• Directions: All of the records should be reproduced word for word, but no images may appear in the copy.
*** Excerpted records
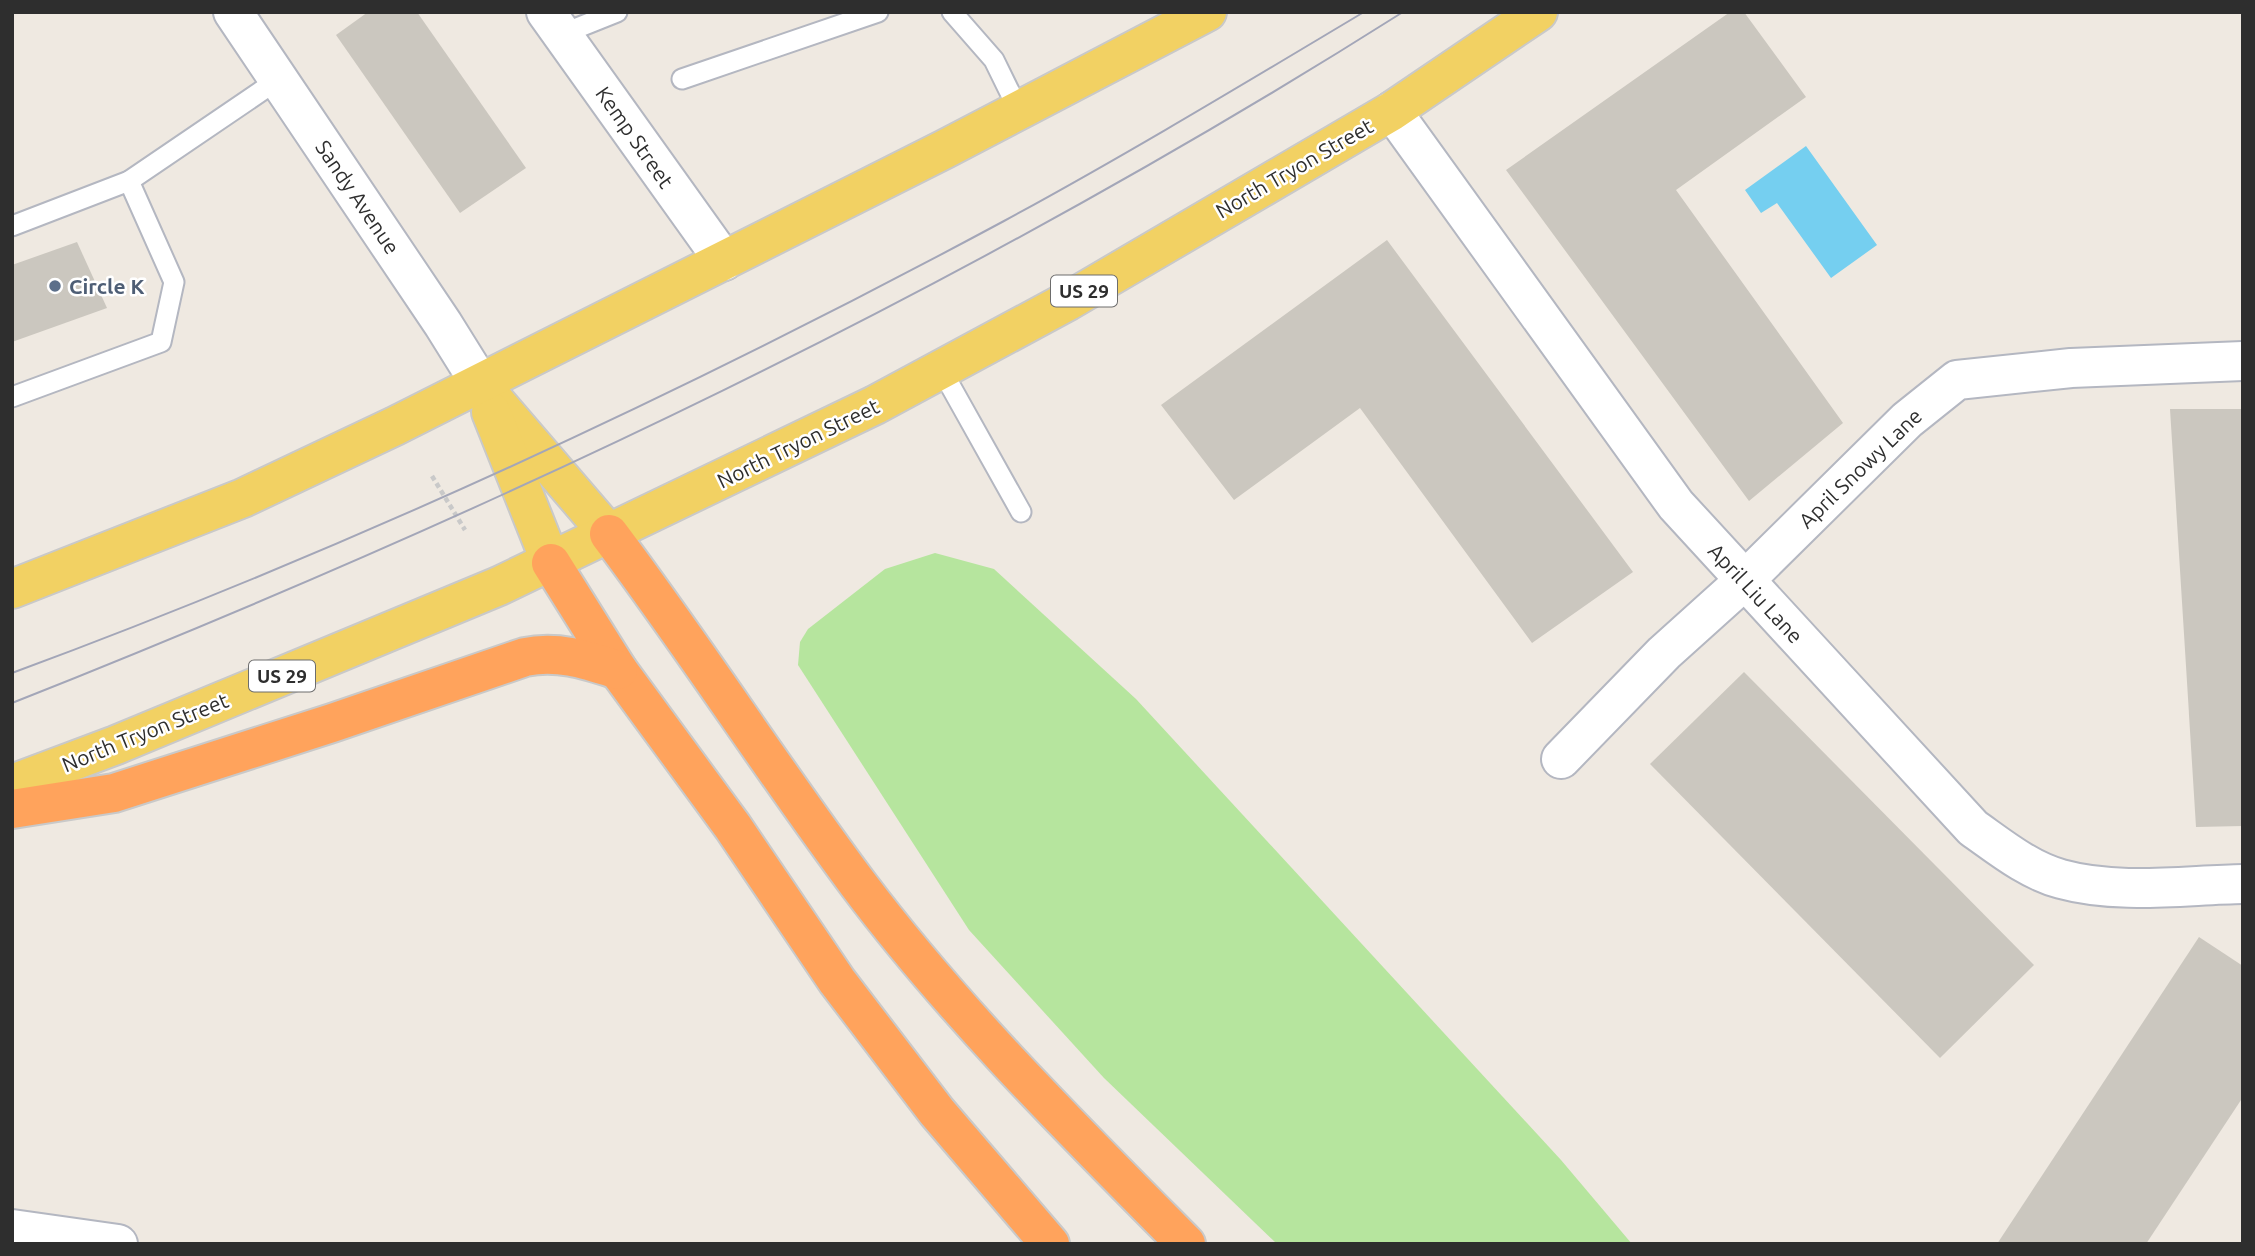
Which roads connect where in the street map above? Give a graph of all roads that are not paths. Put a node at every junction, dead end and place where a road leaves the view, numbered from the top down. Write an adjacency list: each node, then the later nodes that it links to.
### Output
1 (233, 12): 8 (street, Sandy Avenue)
2 (878, 12): 9 (lane)
3 (952, 12): 10 (lane)
4 (1207, 12): 10 (main road)
5 (1538, 12): 11 (main road, North Tryon Street / US 29)
6 (610, 13): 7 (lane)
7 (554, 23): 14 (street, Kemp Street)
8 (279, 79): 12 (lane); 17 (street, Sandy Avenue)
9 (682, 79)
10 (1019, 111): 14 (main road)
11 (1392, 111): 16 (main road, North Tryon Street / US 29); 22 (street, April Liu Lane)
12 (129, 181): 13 (lane); 18 (lane)
13 (12, 226)
14 (724, 261): 17 (main road)
15 (2243, 361): 22 (street, April Snowy Lane)
16 (941, 369): 19 (lane); 20 (main road, North Tryon Street / US 29)
17 (481, 385): 20 (main road); 21 (main road); 23 (main road)
18 (12, 397)
19 (1021, 512)
20 (610, 534): 21 (main road, North Tryon Street / US 29); 32 (highway)
21 (551, 563): 24 (highway); 26 (main road, North Tryon Street / US 29)
22 (1744, 581): 25 (street, April Snowy Lane); 28 (street, April Liu Lane)
23 (12, 589)
24 (618, 670): 27 (highway); 31 (highway)
25 (1561, 760)
26 (12, 784)
27 (12, 810)
28 (2243, 884)
29 (12, 1229): 30 (street)
30 (118, 1244)
31 (1050, 1244)
32 (1185, 1244)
******
• Written reply:
Which roads connect where in the street map above? Give a graph of all roads that are not paths. Put a node at every junction, dead end and place where a road leaves the view, numbered from the top down. Write an adjacency list: each node, then the later nodes that it links to.
### Output
1 (233, 12): 8 (street, Sandy Avenue)
2 (878, 12): 9 (lane)
3 (952, 12): 10 (lane)
4 (1207, 12): 10 (main road)
5 (1538, 12): 11 (main road, North Tryon Street / US 29)
6 (610, 13): 7 (lane)
7 (554, 23): 14 (street, Kemp Street)
8 (279, 79): 12 (lane); 17 (street, Sandy Avenue)
9 (682, 79)
10 (1019, 111): 14 (main road)
11 (1392, 111): 16 (main road, North Tryon Street / US 29); 22 (street, April Liu Lane)
12 (129, 181): 13 (lane); 18 (lane)
13 (12, 226)
14 (724, 261): 17 (main road)
15 (2243, 361): 22 (street, April Snowy Lane)
16 (941, 369): 19 (lane); 20 (main road, North Tryon Street / US 29)
17 (481, 385): 20 (main road); 21 (main road); 23 (main road)
18 (12, 397)
19 (1021, 512)
20 (610, 534): 21 (main road, North Tryon Street / US 29); 32 (highway)
21 (551, 563): 24 (highway); 26 (main road, North Tryon Street / US 29)
22 (1744, 581): 25 (street, April Snowy Lane); 28 (street, April Liu Lane)
23 (12, 589)
24 (618, 670): 27 (highway); 31 (highway)
25 (1561, 760)
26 (12, 784)
27 (12, 810)
28 (2243, 884)
29 (12, 1229): 30 (street)
30 (118, 1244)
31 (1050, 1244)
32 (1185, 1244)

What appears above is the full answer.